她是将龙门所有黑暗当作食粮,大快朵颐却仍不餍足的恶鬼。
所以,只有近卫局的元老们才知道,这个女人……到底为龙门能发展至今做出了多大贡献——虽然她本人并没有这个意思。
因为她在她眼中,只是在做能够让她愉悦的事而已。
然而,观月黎只是个旅者,龙门只是她漫长旅途中的一个站点,上位者不会希望她成为龙门的符号和标签,更不会希望……行走在黑暗中的人害怕的只是观月黎,而不是龙门。
于是,她的名字随着时间流逝迅速成为禁忌,消失在了无数人的视野中,那些故事被当作都市传说和怪谈,年轻人们一笑置之,转头便忘。

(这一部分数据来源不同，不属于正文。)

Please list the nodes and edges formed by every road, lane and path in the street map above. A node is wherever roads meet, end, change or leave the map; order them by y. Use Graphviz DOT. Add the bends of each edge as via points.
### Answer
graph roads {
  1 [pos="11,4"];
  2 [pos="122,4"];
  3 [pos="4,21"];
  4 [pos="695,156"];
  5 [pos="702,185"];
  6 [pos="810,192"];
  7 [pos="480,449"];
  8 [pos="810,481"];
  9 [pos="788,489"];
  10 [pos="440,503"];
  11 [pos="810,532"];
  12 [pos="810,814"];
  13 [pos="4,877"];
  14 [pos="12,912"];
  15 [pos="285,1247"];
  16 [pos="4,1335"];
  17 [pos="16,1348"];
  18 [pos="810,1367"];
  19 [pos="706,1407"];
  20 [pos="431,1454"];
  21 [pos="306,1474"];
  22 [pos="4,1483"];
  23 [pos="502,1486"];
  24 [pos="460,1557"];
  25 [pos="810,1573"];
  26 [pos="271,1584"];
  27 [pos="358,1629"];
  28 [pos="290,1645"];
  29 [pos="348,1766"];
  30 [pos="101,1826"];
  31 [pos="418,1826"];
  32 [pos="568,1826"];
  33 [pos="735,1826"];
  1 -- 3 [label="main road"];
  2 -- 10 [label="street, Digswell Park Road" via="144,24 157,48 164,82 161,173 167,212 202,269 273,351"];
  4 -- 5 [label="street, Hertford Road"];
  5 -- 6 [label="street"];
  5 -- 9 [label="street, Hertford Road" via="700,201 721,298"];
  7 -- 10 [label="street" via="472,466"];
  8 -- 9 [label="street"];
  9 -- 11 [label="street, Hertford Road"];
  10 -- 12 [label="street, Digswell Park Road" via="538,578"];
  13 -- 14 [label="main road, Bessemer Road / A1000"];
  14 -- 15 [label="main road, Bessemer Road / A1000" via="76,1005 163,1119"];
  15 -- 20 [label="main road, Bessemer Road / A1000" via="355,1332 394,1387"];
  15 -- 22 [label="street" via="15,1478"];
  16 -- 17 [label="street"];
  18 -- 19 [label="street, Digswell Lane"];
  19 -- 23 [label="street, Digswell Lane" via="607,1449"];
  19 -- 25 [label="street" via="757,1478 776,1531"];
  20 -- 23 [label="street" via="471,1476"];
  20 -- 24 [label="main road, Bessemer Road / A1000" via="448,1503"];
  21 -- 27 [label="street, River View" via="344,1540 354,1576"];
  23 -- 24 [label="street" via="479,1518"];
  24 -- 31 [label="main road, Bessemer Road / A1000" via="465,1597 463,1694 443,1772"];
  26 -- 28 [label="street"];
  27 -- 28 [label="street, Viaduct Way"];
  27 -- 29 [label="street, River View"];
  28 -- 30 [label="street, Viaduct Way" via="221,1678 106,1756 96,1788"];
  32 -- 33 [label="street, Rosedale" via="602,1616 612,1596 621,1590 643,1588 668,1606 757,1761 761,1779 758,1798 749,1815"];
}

龙门的灰色地带出现了新的掌控者,他很强,很有手段,被称为灰色的林,而自新时代涌入的人们,便换了一个敬畏的对象。
时间可以改变很多东西,那些血腥而夸张的故事在刻意掩埋之下便再也无人知晓,大众不知道龙门有一个比一切黑暗更黑暗的怪物,生活于灰色地带的人只能在老人们的口中得知她的名字和荒唐故事,并对此不屑一顾;而近卫局的干员们,也只知道她是禁忌,仅此而已。
只不过,观月黎本人对此并不在意,因为她也很讨厌一上街所有人要么立马下跪磕头要么就跑的无影无踪的场景。
托魏彦吾的福,她在龙门度过的这段时间异常舒心。
但其他警员可不真的觉得观月黎是来龙门旅游的——虽然那就是事实,但很多时候,真话总是没人信。
于靖今年已经快五十岁了,和他同一批的老同事要么已经战死,要么都各自站在了龙门政界的高层,只有他一个人还留在一线。
他是见证过那个时代的人,他是知晓眼前这个笑靥如花的女人,到底有多么可怕的人。
这个时候,只有他能站出来,因为只有他……是最了解情况的。
“观月……阁下。”
于靖推开了惊骇欲绝地阻拦着自己的下属,站到了防线的最前沿。
他的脸色,声音,语气,都带着一种让人无法想象的,纯粹的……恳求。
“这个人对我们来说很重要,非常重要。”
“啊,我知道。”观月黎点点头 ,“但这跟我有什么关系呢?”
她没有用什么嘲讽或是轻蔑的语气,只是单纯地,一脸疑惑地发问。
这对血气方刚的年轻警员来说,反而是最难接受的挑衅。
“都给我把枪放下!”
听到身后拉栓声的于靖猛然转身,勃然怒吼。
对那些故事一无所知的年轻人们不知所措。
随后,他转回身看向观月黎,苦笑。
他只能苦笑。
他接下说来的话,会让自己在年轻警员甚至是中坚警员们心中树立的威严顷刻崩塌,他会成为这些年轻人口中的懦夫,笑柄,但他别无选择。
因为,这是一个很简单的计算题。
用所有参与行动的干员的性命,来换取一个黑帮头目,近卫局会接受这笔交易吗?
答案,显而易见。
第三十五章——女人凭什么不能中二!
于靖张了张嘴,握紧的拳头缓缓松开。
“……放人。”
他的声音干涩而疲惫。
“什么?!”
无法控制的喧哗声在队伍中四起,显然,没有人能够接受这个命令。